→ **Data section**:
• • •
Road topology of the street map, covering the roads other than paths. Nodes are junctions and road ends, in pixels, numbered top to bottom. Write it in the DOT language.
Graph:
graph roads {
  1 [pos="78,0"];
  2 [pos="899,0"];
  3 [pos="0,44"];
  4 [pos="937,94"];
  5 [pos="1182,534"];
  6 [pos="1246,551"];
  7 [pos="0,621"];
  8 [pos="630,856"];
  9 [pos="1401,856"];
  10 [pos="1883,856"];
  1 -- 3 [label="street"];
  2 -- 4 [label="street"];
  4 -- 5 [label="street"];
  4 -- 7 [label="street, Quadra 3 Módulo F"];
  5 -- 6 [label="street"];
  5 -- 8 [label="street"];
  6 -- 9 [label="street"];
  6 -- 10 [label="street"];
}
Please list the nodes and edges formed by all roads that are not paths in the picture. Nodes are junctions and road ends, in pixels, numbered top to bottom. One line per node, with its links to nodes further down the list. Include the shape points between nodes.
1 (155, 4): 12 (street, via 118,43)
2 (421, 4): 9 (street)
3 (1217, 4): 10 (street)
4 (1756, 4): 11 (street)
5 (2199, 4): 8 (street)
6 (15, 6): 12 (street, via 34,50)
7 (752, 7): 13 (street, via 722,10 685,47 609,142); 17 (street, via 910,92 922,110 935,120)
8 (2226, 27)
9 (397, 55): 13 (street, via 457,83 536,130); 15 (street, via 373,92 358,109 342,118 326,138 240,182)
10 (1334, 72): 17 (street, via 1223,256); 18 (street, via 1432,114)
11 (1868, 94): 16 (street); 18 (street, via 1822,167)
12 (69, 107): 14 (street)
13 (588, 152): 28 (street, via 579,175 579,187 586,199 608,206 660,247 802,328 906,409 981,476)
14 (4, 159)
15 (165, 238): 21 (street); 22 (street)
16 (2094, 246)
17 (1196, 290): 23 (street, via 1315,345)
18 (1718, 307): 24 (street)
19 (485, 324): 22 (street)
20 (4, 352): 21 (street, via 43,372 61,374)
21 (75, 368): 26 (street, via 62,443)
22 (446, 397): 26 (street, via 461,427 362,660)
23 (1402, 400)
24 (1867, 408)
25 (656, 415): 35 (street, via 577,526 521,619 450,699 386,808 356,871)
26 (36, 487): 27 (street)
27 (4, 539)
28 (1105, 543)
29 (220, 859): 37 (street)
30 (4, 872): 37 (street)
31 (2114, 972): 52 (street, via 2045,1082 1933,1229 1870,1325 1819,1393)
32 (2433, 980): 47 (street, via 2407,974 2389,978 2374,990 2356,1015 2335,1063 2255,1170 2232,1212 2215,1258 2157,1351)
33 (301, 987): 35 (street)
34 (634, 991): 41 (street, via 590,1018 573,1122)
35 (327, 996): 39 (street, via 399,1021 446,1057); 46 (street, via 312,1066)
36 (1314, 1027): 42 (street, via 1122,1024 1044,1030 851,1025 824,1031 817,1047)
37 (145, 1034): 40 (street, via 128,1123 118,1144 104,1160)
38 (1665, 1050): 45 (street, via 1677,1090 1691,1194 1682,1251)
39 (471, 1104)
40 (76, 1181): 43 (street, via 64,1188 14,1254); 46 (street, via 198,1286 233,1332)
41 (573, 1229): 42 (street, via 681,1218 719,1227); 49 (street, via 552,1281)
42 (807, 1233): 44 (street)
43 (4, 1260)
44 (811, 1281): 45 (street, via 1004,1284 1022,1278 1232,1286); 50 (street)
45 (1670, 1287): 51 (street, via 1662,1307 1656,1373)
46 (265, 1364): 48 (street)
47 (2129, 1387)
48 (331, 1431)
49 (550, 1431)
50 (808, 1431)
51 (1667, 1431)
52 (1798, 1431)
• • •
Pull every line containing "pixels" out of the material and copy it.

→ **Result**:
Road topology of the street map, covering the roads other than paths. Nodes are junctions and road ends, in pixels, numbered top to bottom. Write it in the DOT language.
Please list the nodes and edges formed by all roads that are not paths in the picture. Nodes are junctions and road ends, in pixels, numbered top to bottom. One line per node, with its links to nodes further down the list. Include the shape points between nodes.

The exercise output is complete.